Could you transcribe each entry below exactly, minus the images?

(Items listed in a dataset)
------------------------------
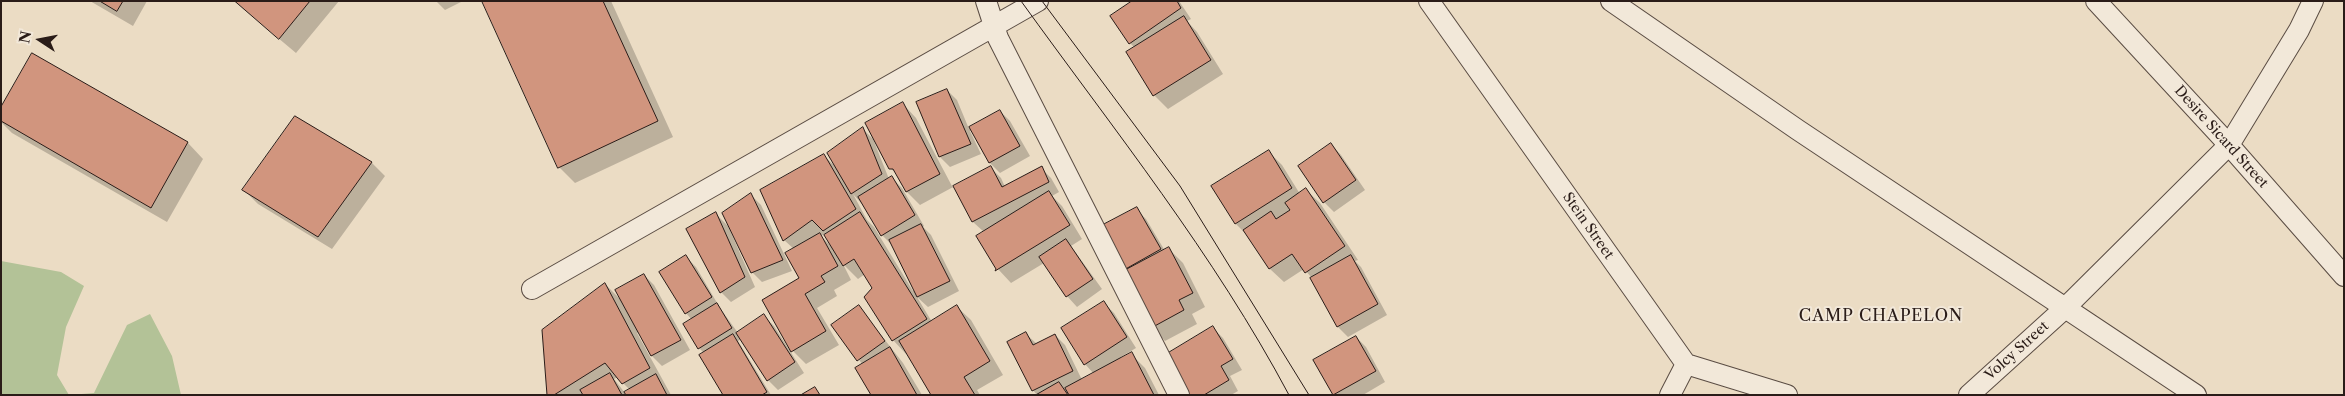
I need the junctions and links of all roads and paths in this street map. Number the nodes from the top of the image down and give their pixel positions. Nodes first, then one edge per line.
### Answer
1 (986, 1) edge
2 (1038, 1) edge
3 (1429, 1) edge
4 (1611, 1) edge
5 (2096, 1) edge
6 (2313, 1) edge
7 (995, 27) junction
8 (2229, 145) junction
9 (2344, 276) edge
10 (532, 289) dead end
11 (2065, 308) junction
12 (1686, 364) junction
13 (1179, 395) edge
14 (1670, 395) edge
15 (1787, 395) edge
16 (1969, 395) edge
17 (2196, 395) edge

1 - 7 street
2 - 7 street
3 - 12 street, Stein Street
4 - 11 street
5 - 8 street, Desire Sicard Street
6 - 8 street, Volcy Street
7 - 10 street
7 - 13 street
8 - 9 street, Desire Sicard Street
8 - 11 street, Volcy Street
11 - 16 street, Volcy Street
11 - 17 street
12 - 14 street
12 - 15 street

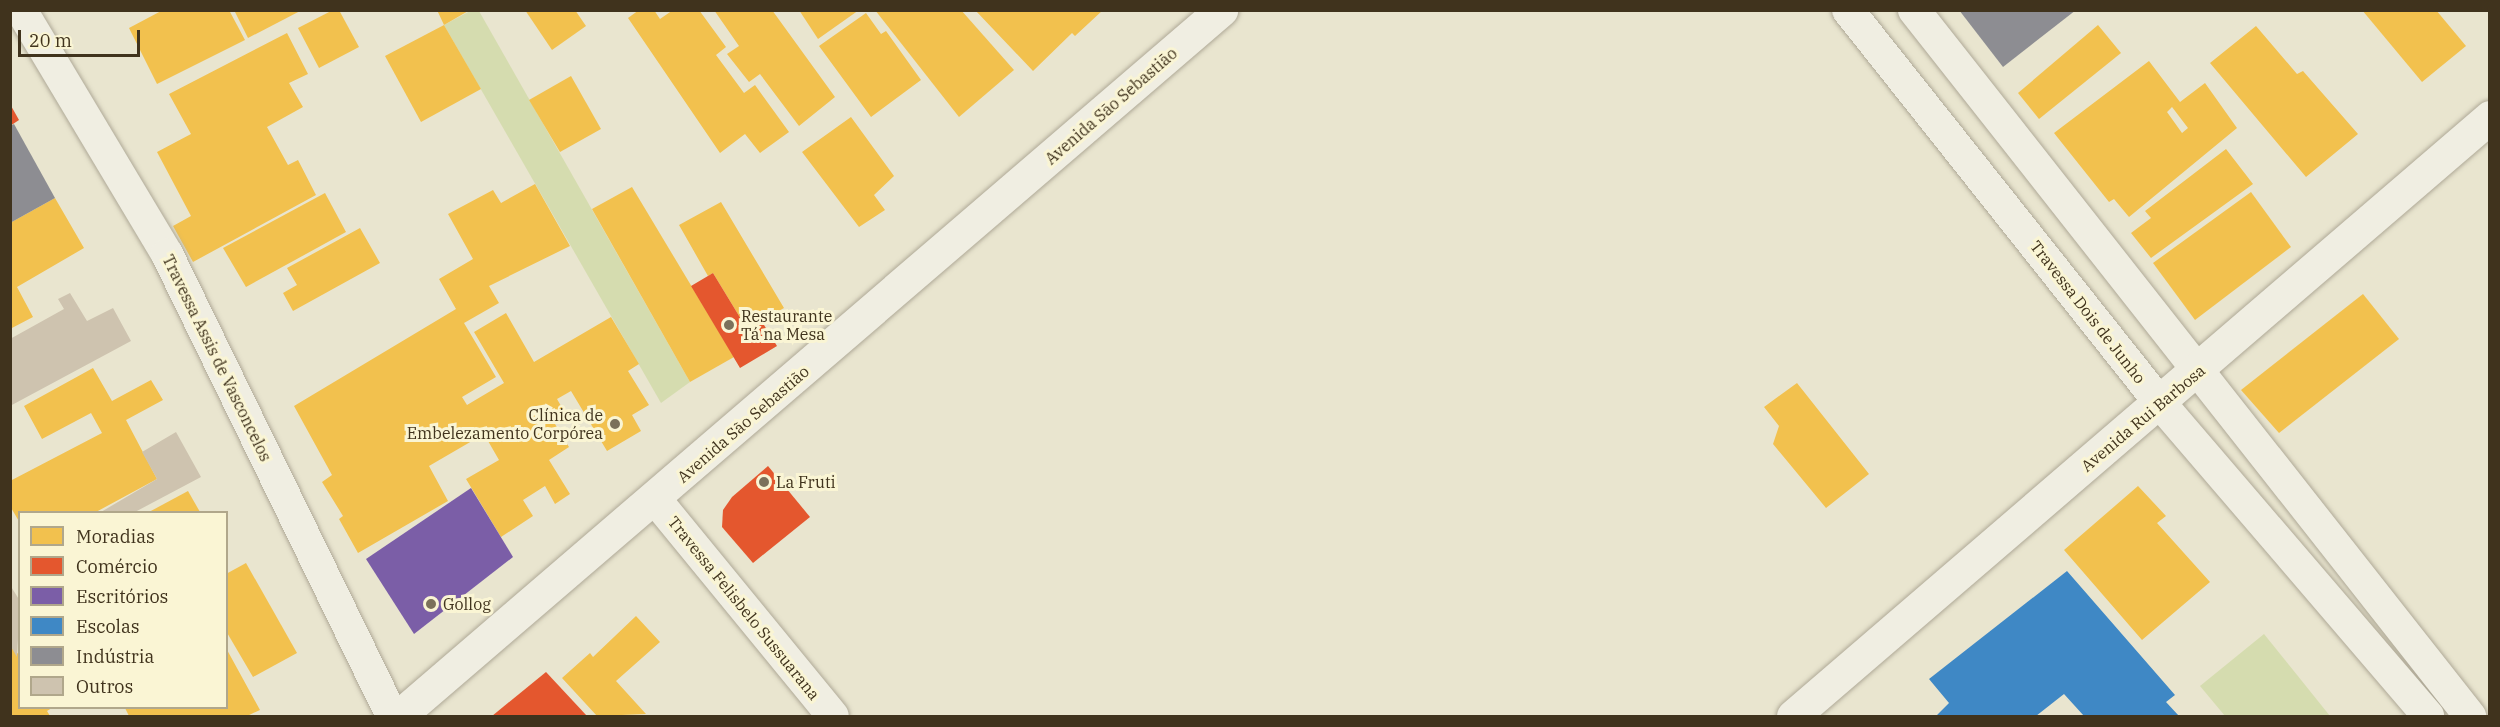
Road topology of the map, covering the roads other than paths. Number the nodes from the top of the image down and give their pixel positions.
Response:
------------------------------
» **Result for this task**
I need the junctions and links of all roads and paths in this street map. Number the nodes from the top of the image down and give their pixel positions. Nodes first, then one edge per line.
### Answer
1 (986, 1) edge
2 (1038, 1) edge
3 (1429, 1) edge
4 (1611, 1) edge
5 (2096, 1) edge
6 (2313, 1) edge
7 (995, 27) junction
8 (2229, 145) junction
9 (2344, 276) edge
10 (532, 289) dead end
11 (2065, 308) junction
12 (1686, 364) junction
13 (1179, 395) edge
14 (1670, 395) edge
15 (1787, 395) edge
16 (1969, 395) edge
17 (2196, 395) edge

1 - 7 street
2 - 7 street
3 - 12 street, Stein Street
4 - 11 street
5 - 8 street, Desire Sicard Street
6 - 8 street, Volcy Street
7 - 10 street
7 - 13 street
8 - 9 street, Desire Sicard Street
8 - 11 street, Volcy Street
11 - 16 street, Volcy Street
11 - 17 street
12 - 14 street
12 - 15 street

Road topology of the map, covering the roads other than paths. Number the nodes from the top of the image down and give their pixel positions.
Response:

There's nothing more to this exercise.